* _What to work on_:
Take from the records below each line that holds "math".

[Entries taken from a collection]
....
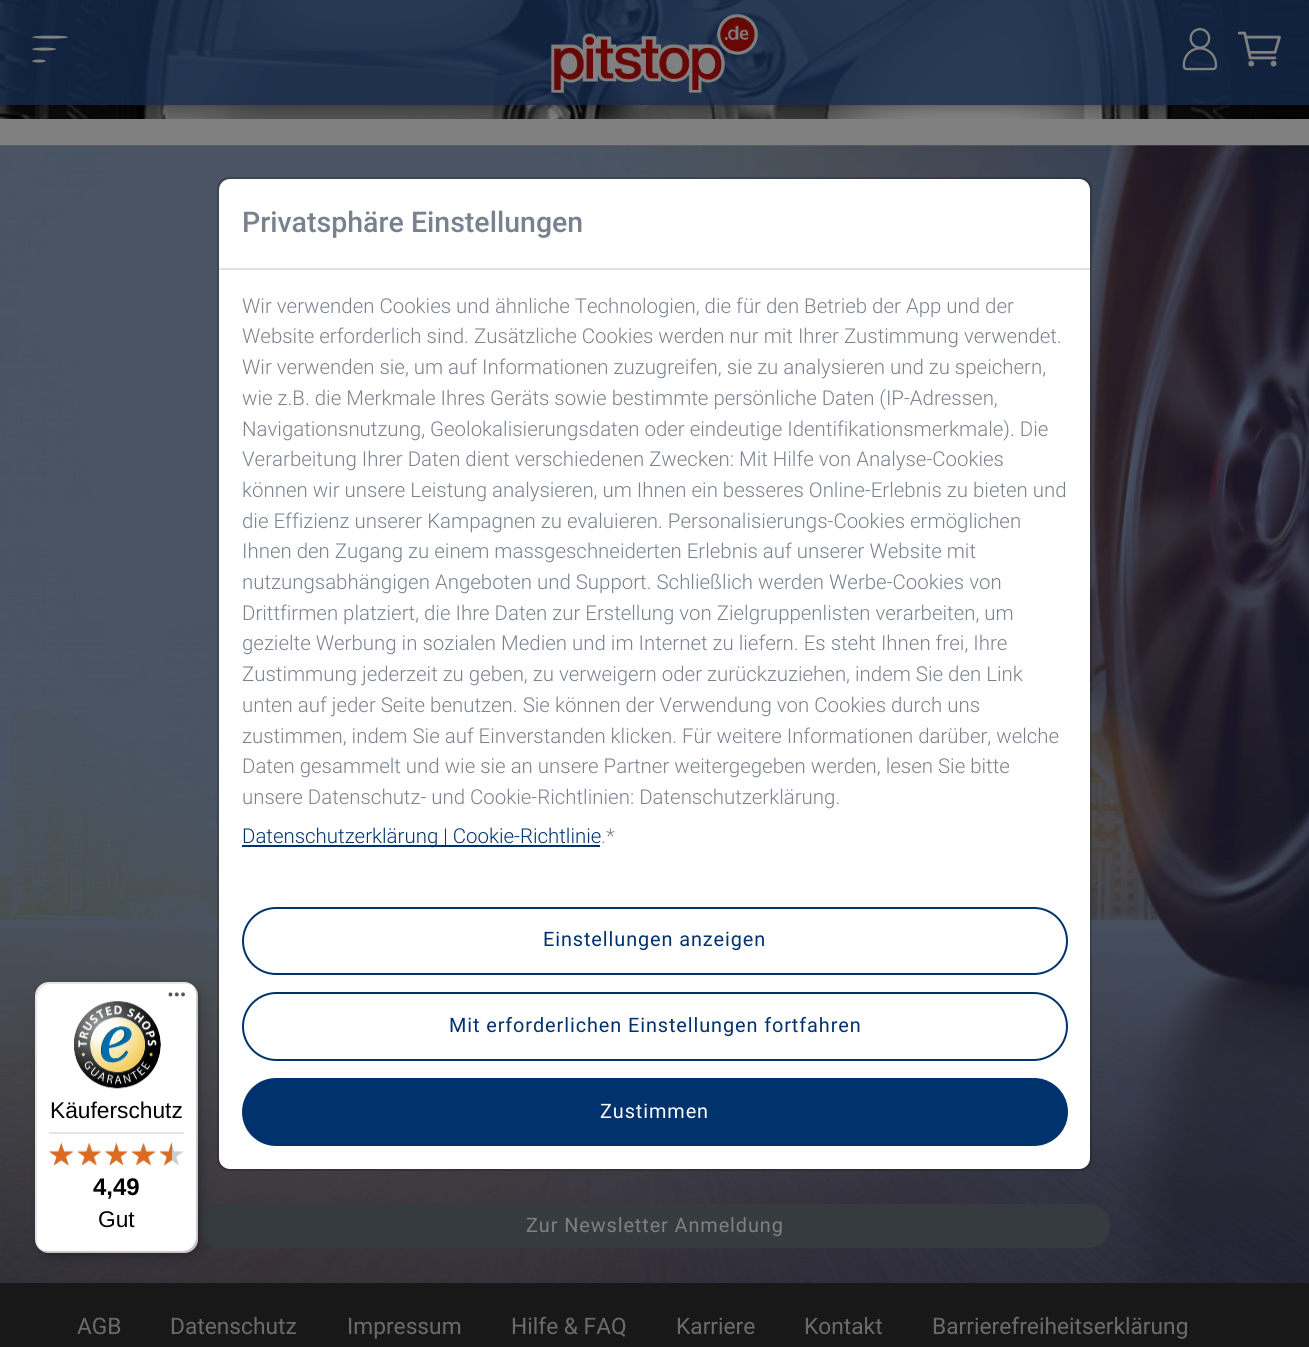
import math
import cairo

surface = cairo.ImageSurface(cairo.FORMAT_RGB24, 1309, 1347)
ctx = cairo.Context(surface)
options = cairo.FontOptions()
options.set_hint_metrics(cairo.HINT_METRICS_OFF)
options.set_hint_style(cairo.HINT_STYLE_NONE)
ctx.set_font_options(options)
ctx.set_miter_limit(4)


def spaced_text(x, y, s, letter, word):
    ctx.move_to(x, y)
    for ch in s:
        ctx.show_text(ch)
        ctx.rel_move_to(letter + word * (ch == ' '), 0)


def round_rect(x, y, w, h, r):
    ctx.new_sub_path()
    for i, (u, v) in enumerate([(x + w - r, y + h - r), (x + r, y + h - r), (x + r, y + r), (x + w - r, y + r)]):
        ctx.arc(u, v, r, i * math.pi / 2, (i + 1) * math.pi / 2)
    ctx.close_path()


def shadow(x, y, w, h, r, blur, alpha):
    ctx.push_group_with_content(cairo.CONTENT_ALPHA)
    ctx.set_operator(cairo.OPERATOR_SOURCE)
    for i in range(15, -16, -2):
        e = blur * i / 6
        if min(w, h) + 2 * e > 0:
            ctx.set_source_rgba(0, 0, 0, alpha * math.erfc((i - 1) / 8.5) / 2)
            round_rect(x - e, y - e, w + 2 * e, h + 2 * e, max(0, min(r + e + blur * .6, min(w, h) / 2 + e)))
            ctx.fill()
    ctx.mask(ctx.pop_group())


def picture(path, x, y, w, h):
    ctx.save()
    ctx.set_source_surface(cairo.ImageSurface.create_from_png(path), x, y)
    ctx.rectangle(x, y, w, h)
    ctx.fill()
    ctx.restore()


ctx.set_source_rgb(0.502, 0.502, 0.502)
ctx.paint()
picture("img1.png", 0, 0, 1309, 119)
ctx.save()
ctx.rectangle(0, 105, 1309, 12)
ctx.clip()
ctx.set_source_rgb(0, 0, 0)
shadow(0, 0, 1309, 105, 0, 7, 0.4)
ctx.restore()
ctx.set_source_rgba(0.078, 0.165, 0.298, 0.8)
ctx.rectangle(0, 0, 1309, 105)
ctx.fill()
picture("img2.png", 32, 35, 36, 28)
picture("img3.png", 551, 13, 208, 80)
picture("img4.png", 1182, 28, 35, 43)
picture("img5.png", 1237, 31, 44, 36)
picture("img18.png", 0, 145, 1309, 1138)
ctx.set_source_rgb(1, 1, 1)
round_rect(219, 179, 871, 990, 11)
ctx.fill()
round_rect(218, 178, 873, 992, 11)
ctx.set_source_rgba(0, 0, 0, 0.18)
ctx.stroke()
ctx.set_source_rgb(0.871, 0.886, 0.902)
ctx.rectangle(219, 268, 871, 2)
ctx.fill()
ctx.select_font_face("Roboto Medium")
ctx.set_font_size(28.5)
ctx.set_source_rgb(0.475, 0.506, 0.557)
ctx.move_to(242, 232)
ctx.show_text("Privatsphäre Einstellungen")
ctx.select_font_face("Roboto Light")
ctx.set_font_size(20.45)
ctx.move_to(242, 313)
ctx.show_text("Wir verwenden Cookies und ähnliche Technologien, die für den Betrieb der App und der")
ctx.move_to(242, 343)
ctx.show_text("Website erforderlich sind. Zusätzliche Cookies werden nur mit Ihrer Zustimmung verwendet.")
ctx.move_to(242, 374)
ctx.show_text("Wir verwenden sie, um auf Informationen zuzugreifen, sie zu analysieren und zu speichern,")
ctx.move_to(242, 405)
ctx.show_text("wie z.B. die Merkmale Ihres Geräts sowie bestimmte persönliche Daten (IP-Adressen,")
ctx.move_to(242, 436)
ctx.show_text("Navigationsnutzung, Geolokalisierungsdaten oder eindeutige Identifikationsmerkmale). Die")
ctx.move_to(242, 466)
ctx.show_text("Verarbeitung Ihrer Daten dient verschiedenen Zwecken: Mit Hilfe von Analyse-Cookies")
ctx.move_to(242, 497)
ctx.show_text("können wir unsere Leistung analysieren, um Ihnen ein besseres Online-Erlebnis zu bieten und")
ctx.move_to(242, 528)
ctx.show_text("die Effizienz unserer Kampagnen zu evaluieren. Personalisierungs-Cookies ermöglichen")
ctx.move_to(242, 558)
ctx.show_text("Ihnen den Zugang zu einem massgeschneiderten Erlebnis auf unserer Website mit")
ctx.move_to(242, 589)
ctx.show_text("nutzungsabhängigen Angeboten und Support. Schließlich werden Werbe-Cookies von")
ctx.move_to(242, 620)
ctx.show_text("Drittfirmen platziert, die Ihre Daten zur Erstellung von Zielgruppenlisten verarbeiten, um")
ctx.move_to(242, 650)
ctx.show_text("gezielte Werbung in sozialen Medien und im Internet zu liefern. Es steht Ihnen frei, Ihre")
ctx.move_to(242, 681)
ctx.show_text("Zustimmung jederzeit zu geben, zu verweigern oder zurückzuziehen, indem Sie den Link")
ctx.move_to(242, 712)
ctx.show_text("unten auf jeder Seite benutzen. Sie können der Verwendung von Cookies durch uns")
ctx.move_to(242, 743)
ctx.show_text("zustimmen, indem Sie auf Einverstanden klicken. Für weitere Informationen darüber, welche")
ctx.move_to(242, 773)
ctx.show_text("Daten gesammelt und wie sie an unsere Partner weitergegeben werden, lesen Sie bitte")
ctx.move_to(242, 804)
ctx.show_text("unsere Datenschutz- und Cookie-Richtlinien: Datenschutzerklärung.")
ctx.set_source_rgb(0, 0.196, 0.431)
ctx.rectangle(242, 845, 358, 2)
ctx.fill()
ctx.move_to(242, 843)
ctx.show_text("Datenschutzerklärung | Cookie-Richtlinie")
ctx.set_source_rgb(0.475, 0.506, 0.557)
ctx.move_to(601, 843)
ctx.show_text(".*")
round_rect(243, 908, 824, 66, 33)
ctx.set_source_rgb(0, 0.196, 0.431)
ctx.stroke()
ctx.select_font_face("Roboto")
ctx.set_font_size(19.9)
spaced_text(543, 946, "Einstellungen anzeigen", 0.9, 0)
round_rect(243, 993, 824, 67, 33.5)
ctx.stroke()
spaced_text(449, 1032, "Mit erforderlichen Einstellungen fortfahren", 0.9, 0)
round_rect(243, 1079, 824, 66, 33)
ctx.fill_preserve()
ctx.stroke()
ctx.set_source_rgb(1, 1, 1)
spaced_text(600, 1118, "Zustimmen", 0.9, 0)
ctx.set_source_rgb(0.212, 0.231, 0.247)
round_rect(201, 1205, 908, 42, 21)
ctx.fill_preserve()
ctx.stroke()
ctx.set_source_rgb(0, 0, 0)
shadow(40, 987, 163, 271, 14, 7, 0.15)
shadow(37, 984, 163, 271, 14, 2, 0.15)
ctx.set_source_rgb(1, 1, 1)
round_rect(35, 982, 163, 271, 14)
ctx.fill()
ctx.set_source_rgba(0, 0, 0, 0.1)
ctx.new_path()
ctx.move_to(51, 984)
ctx.line_to(186, 984)
ctx.curve_to(189, 984, 193, 985, 195, 988)
ctx.curve_to(193, 984, 189, 982, 184, 982)
ctx.line_to(49, 982)
ctx.curve_to(41, 982, 35, 988, 35, 996)
ctx.line_to(35, 1239)
ctx.curve_to(35, 1244, 37, 1248, 41, 1250)
ctx.curve_to(38, 1248, 37, 1244, 37, 1241)
ctx.line_to(37, 998)
ctx.curve_to(37, 990, 43, 984, 51, 984)
ctx.close_path()
ctx.fill()
ctx.set_source_rgba(0, 0, 0, 0.2)
ctx.new_path()
ctx.move_to(38, 1247)
ctx.curve_to(40, 1251, 44, 1253, 49, 1253)
ctx.line_to(184, 1253)
ctx.curve_to(192, 1253, 198, 1247, 198, 1239)
ctx.line_to(198, 996)
ctx.curve_to(198, 992, 196, 988, 193, 986)
ctx.curve_to(195, 988, 196, 991, 196, 994)
ctx.line_to(196, 1237)
ctx.curve_to(196, 1245, 190, 1251, 182, 1251)
ctx.line_to(47, 1251)
ctx.curve_to(44, 1251, 40, 1250, 38, 1247)
ctx.close_path()
ctx.fill()
ctx.set_source_rgba(0.196, 0.196, 0.196, 0.2)
ctx.new_path()
ctx.move_to(40, 1249)
ctx.curve_to(42, 1252, 45, 1253, 49, 1253)
ctx.line_to(184, 1253)
ctx.curve_to(192, 1253, 198, 1247, 198, 1239)
ctx.line_to(198, 996)
ctx.curve_to(198, 991, 196, 987, 192, 985)
ctx.curve_to(195, 987, 197, 991, 197, 995)
ctx.line_to(197, 1238)
ctx.curve_to(197, 1246, 190, 1252, 183, 1252)
ctx.line_to(48, 1252)
ctx.curve_to(45, 1252, 42, 1251, 40, 1249)
ctx.close_path()
ctx.fill()
ctx.set_source_rgba(1, 1, 1, 0.3)
ctx.new_path()
ctx.move_to(40, 1249)
ctx.curve_to(42, 1252, 45, 1253, 49, 1253)
ctx.line_to(184, 1253)
ctx.curve_to(192, 1253, 198, 1247, 198, 1239)
ctx.line_to(198, 996)
ctx.curve_to(198, 992, 197, 989, 194, 987)
ctx.curve_to(196, 989, 197, 992, 197, 995)
ctx.line_to(197, 1238)
ctx.curve_to(197, 1246, 191, 1252, 183, 1252)
ctx.line_to(48, 1252)
ctx.curve_to(45, 1252, 42, 1251, 40, 1249)
ctx.close_path()
ctx.fill()
picture("img6.png", 168, 992, 17, 5)
picture("img7.png", 74, 1001, 87, 88)
ctx.select_font_face("Liberation Sans")
ctx.set_font_size(22.75)
ctx.set_source_rgb(0, 0, 0)
ctx.move_to(50, 1118)
ctx.show_text("Käuferschutz")
ctx.set_source_rgb(0.898, 0.898, 0.898)
ctx.rectangle(49, 1132, 135, 2)
ctx.fill()
picture("img13.png", 49, 1143, 24, 23)
picture("img8.png", 49, 1142, 24, 24)
picture("img14.png", 77, 1143, 24, 23)
picture("img9.png", 77, 1142, 25, 24)
picture("img15.png", 105, 1143, 23, 23)
picture("img10.png", 105, 1142, 23, 24)
picture("img16.png", 131, 1143, 25, 22)
picture("img11.png", 131, 1142, 25, 24)
picture("img17.png", 160, 1143, 23, 23)
picture("img12.png", 159, 1142, 13, 24)
ctx.select_font_face("Liberation Sans", cairo.FONT_SLANT_NORMAL, cairo.FONT_WEIGHT_BOLD)
ctx.set_font_size(24)
ctx.set_source_rgb(0, 0, 0)
ctx.move_to(93, 1195)
ctx.show_text("4,49")
ctx.select_font_face("Liberation Sans")
ctx.set_font_size(22.75)
ctx.move_to(98, 1227)
ctx.show_text("Gut")
ctx.select_font_face("Roboto")
ctx.set_font_size(19.9)
ctx.set_source_rgb(0.502, 0.502, 0.502)
spaced_text(526, 1232, "Zur Newsletter Anmeldung", 0.9, 0)
ctx.set_source_rgb(0.094, 0.094, 0.094)
ctx.rectangle(0, 1283, 1309, 64)
ctx.fill()
ctx.set_font_size(22.75)
ctx.set_source_rgb(0.424, 0.42, 0.42)
ctx.move_to(77, 1334)
ctx.show_text("AGB")
ctx.move_to(170, 1334)
ctx.show_text("Datenschutz")
ctx.move_to(347, 1334)
ctx.show_text("Impressum")
ctx.move_to(511, 1334)
ctx.show_text("Hilfe & FAQ")
ctx.move_to(676, 1334)
ctx.show_text("Karriere")
ctx.move_to(804, 1334)
ctx.show_text("Kontakt")
ctx.move_to(932, 1334)
ctx.show_text("Barrierefreiheitserklärung")
surface.write_to_png("page.png")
....
* _Answer to the problem_:
import math
        ctx.arc(u, v, r, i * math.pi / 2, (i + 1) * math.pi / 2)
            ctx.set_source_rgba(0, 0, 0, alpha * math.erfc((i - 1) / 8.5) / 2)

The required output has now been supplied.